Implementation:Huggingface Datasets TestCommand
Overview
TestCommand is a CLI command class for validating datasets by running download, preparation, and caching operations. It extends BaseDatasetsCLICommand and provides a test subcommand that loads a dataset (optionally all configurations), downloads and prepares it, verifies checksums and splits, and optionally saves dataset info cards or clears the cache after testing. This is used to ensure a dataset builds correctly before publishing.
Source File
| Property | Value |
|---|---|
| Repository | huggingface/datasets |
| File | src/datasets/commands/test.py |
| Lines | 180 |
| Domain | CLI, Testing |
Import
from datasets.commands.test import TestCommand
Class: TestCommand
Inherits from: BaseDatasetsCLICommand
Note: The class sets __test__ = False to prevent pytest from treating it as a test class.
Constructor
def __init__(
self,
dataset: str,
name: str,
cache_dir: str,
data_dir: str,
all_configs: bool,
save_infos: bool,
ignore_verifications: bool,
force_redownload: bool,
clear_cache: bool,
num_proc: int,
):
| Parameter | Type | Description |
|---|---|---|
dataset |
str |
Name or path of the dataset to test |
name |
str |
Dataset processing configuration name |
cache_dir |
str |
Directory where datasets are cached |
data_dir |
str |
Manual directory to load data files from |
all_configs |
bool |
Whether to test all dataset configurations |
save_infos |
bool |
Whether to save dataset infos to the dataset card (README.md) |
ignore_verifications |
bool |
Whether to skip checksums and splits verification |
force_redownload |
bool |
Whether to force redownloading the dataset |
clear_cache |
bool |
Whether to clear downloaded files and cache after each config test |
num_proc |
int |
Number of processes for parallel processing |
Validation rules:
- If
clear_cacheisTruebutcache_diris not specified, the command exits with an error message. - If
save_infosisTrue,ignore_verificationsis automatically set toTrue.
Methods
register_subcommand(parser)
Static method. Registers the test subcommand with the argument parser. Defines one positional argument (dataset) and multiple optional flags:
@staticmethod
def register_subcommand(parser: ArgumentParser):
test_parser = parser.add_parser("test", help="Test dataset loading.")

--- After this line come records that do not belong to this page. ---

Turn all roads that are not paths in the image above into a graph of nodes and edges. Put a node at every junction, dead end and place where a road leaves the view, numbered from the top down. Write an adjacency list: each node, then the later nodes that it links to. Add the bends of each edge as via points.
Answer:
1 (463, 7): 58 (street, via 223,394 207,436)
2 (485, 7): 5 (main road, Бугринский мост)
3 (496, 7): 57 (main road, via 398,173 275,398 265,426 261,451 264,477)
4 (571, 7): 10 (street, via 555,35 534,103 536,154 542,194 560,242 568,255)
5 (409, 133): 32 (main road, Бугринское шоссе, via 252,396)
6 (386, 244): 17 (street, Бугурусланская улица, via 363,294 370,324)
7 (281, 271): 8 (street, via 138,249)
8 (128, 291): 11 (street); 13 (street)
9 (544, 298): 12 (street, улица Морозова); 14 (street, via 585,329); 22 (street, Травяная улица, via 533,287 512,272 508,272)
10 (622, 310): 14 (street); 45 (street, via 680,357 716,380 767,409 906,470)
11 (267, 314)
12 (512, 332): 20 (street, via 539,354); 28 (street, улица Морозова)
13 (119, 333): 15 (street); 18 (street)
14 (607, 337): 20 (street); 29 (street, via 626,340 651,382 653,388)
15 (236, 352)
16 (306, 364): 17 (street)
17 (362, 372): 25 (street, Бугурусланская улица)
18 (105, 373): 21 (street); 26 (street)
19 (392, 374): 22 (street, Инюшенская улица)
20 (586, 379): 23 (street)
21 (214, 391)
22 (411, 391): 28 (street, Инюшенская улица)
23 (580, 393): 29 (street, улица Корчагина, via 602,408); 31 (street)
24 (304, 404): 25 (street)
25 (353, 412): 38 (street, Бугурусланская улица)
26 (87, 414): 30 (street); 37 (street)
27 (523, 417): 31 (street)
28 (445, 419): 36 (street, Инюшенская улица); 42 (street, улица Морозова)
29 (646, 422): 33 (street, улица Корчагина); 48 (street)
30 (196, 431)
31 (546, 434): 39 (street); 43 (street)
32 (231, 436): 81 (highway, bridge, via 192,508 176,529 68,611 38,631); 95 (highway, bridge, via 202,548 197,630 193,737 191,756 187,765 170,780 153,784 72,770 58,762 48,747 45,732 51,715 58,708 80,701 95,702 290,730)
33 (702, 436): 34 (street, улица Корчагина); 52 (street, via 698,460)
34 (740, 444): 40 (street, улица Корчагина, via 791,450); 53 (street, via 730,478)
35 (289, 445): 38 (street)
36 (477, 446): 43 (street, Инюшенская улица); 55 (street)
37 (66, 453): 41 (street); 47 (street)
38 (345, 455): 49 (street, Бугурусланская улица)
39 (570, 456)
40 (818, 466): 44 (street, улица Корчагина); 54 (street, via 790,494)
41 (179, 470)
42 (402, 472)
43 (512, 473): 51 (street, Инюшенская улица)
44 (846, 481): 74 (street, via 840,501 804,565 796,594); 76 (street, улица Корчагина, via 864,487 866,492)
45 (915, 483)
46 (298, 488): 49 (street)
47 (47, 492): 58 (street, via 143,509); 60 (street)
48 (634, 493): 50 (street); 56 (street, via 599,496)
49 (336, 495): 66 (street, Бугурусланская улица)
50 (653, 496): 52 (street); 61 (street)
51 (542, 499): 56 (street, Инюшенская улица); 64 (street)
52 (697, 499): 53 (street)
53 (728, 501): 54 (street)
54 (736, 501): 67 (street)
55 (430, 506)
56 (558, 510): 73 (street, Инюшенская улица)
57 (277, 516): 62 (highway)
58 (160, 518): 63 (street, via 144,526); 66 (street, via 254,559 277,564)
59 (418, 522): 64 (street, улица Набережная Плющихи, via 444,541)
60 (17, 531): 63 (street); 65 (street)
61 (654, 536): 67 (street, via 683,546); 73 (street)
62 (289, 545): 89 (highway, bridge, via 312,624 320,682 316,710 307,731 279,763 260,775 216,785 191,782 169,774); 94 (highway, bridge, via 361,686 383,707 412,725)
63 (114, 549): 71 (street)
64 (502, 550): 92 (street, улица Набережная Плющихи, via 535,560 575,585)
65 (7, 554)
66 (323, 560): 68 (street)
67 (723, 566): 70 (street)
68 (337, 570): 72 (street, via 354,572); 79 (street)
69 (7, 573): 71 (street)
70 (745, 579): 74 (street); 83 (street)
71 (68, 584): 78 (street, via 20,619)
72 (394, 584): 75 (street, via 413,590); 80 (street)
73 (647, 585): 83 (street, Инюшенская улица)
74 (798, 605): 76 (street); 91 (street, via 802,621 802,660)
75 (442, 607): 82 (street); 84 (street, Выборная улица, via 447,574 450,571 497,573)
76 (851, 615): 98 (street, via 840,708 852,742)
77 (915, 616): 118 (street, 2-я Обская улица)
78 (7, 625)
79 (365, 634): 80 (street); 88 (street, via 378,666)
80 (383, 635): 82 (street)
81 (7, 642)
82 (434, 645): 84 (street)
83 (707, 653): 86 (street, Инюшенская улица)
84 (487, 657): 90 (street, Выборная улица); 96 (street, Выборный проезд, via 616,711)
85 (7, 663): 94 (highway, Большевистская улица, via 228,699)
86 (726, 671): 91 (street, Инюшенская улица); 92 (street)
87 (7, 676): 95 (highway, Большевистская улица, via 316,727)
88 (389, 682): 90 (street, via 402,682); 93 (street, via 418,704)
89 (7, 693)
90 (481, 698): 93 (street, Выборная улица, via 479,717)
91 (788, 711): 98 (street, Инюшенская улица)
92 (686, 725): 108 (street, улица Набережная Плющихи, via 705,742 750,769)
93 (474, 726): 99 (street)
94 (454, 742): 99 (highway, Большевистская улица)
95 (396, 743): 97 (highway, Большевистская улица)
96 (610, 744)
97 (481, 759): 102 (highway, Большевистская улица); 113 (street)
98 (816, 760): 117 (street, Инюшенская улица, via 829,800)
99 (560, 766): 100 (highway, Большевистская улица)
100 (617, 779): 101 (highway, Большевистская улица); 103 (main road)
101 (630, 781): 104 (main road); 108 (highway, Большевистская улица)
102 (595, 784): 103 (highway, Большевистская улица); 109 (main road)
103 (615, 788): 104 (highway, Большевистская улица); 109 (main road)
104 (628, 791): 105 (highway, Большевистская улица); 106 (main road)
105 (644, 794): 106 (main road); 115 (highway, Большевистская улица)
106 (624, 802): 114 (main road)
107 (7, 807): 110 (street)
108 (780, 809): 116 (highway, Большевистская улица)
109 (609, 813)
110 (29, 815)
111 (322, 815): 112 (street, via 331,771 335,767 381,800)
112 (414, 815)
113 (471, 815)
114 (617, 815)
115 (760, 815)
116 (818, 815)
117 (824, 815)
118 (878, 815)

test_parser.add_argument("--name", type=str, default=None, help="Dataset processing name")
test_parser.add_argument("--cache_dir", type=str, default=None, help="Cache directory where the datasets are stored.")
test_parser.add_argument("--data_dir", type=str, default=None, help="Can be used to specify a manual directory to get the files from.")
test_parser.add_argument("--all_configs", action="store_true", help="Test all dataset configurations")
test_parser.add_argument("--save_info", action="store_true", help="Save the dataset infos in the dataset card (README.md)")
test_parser.add_argument("--ignore_verifications", action="store_true", help="Run the test without checksums and splits checks.")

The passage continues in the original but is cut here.